The midwives adjusted my boob and my son’s mouth so his latch would be ideal. They kept doing this for days, until we were pros by the time we went home at the end of week. We were over the moon, not at all overwhelmed. We had all been respected, guided, supported. I came out of a potentially traumatic experience entirely uplifted and fiercely confident.

I also came out with a fully-formed placenta. But more on that later.

Right now I want to talk about “Krunga.” Chuck Richardson’s short story reminds me a lot of my primal birthing experience—all the fluids and sounds and friction and urges and small necessary actions. The knowing, or unknowing, of a self. The pulling of something deep in our DNA. If a text could illustrate the core of physical human-ness without being a series of grunts, this would be it.

“The Tree” by Steve Meador is a glorious tribute to what many of us miss for lack of conscious recognition. Look into a forest: there are subworlds within worlds, and even deeper places than those. There’s all kinds of life; there’s a past. And we swirl around it all with our own stories, make living things ours, even for a moment. They play parts; we play parts. And at times, they remain markers of our loss. What I love most here is the narrator’s inner world, and mindful regard for trees, weather, wild animals. The story is a storm that moves in, leaving things better off after it passes.

Timothy Kercher’s “Nobody Gets Lost” flexes our time-and-space-continuum muscles.  The poem stays visceral, even though we must imagine a spatial and temporal leap, because the speaker still requires water, still recognizes the stench of dead flesh, has memories of seeing his smiling face. That’s right: Nobody has senses, has a mind. Nobody stumbled into all this, and Nobody knows how to get back to something recognizable.

Nobody probably also knew just what I should do with my placenta, but if he did, he didn’t tell me. So it all came down to practicality.

I have trouble holding back at Trader Joe’s. The one here in Nashville is in a busy section of town, so I don’t get out there too often because the traffic is tough to deal with at the end of a long workday. When I do go, I load up. A couple weekends ago, when I tried to stuff all the frozen flatbreads and ready-made risotto into the freezer, there just wasn’t room. Something had to go. And I was looking right at my placenta. It was time.

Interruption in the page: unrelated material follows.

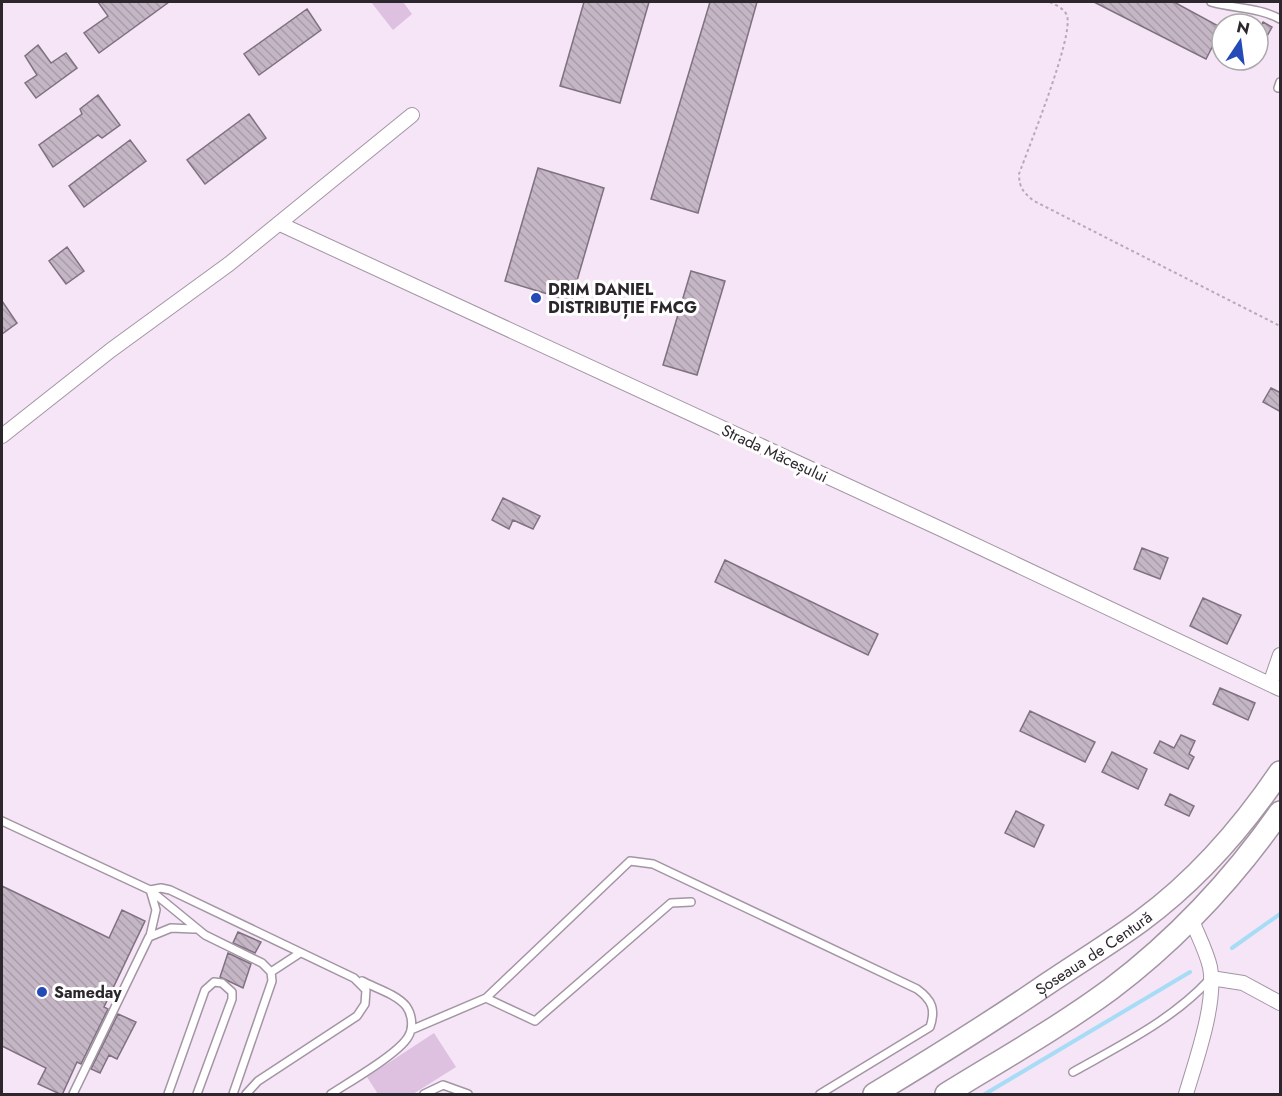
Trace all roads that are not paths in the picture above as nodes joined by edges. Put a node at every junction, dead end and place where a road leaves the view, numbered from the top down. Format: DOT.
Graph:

I couldn’t believe it had taken me almost four years to come up with the doggie-treat idea. We love our dogs. They’re part of our family. And, hell, they had given up a certain amount of attention to welcome the kid into the household, so didn’t they deserve something for all their inconvenience? Darn right they did. And they slept like colostrums-drunken newborns that night, their bellies full of a peculiar deliciousness they’ll never have again.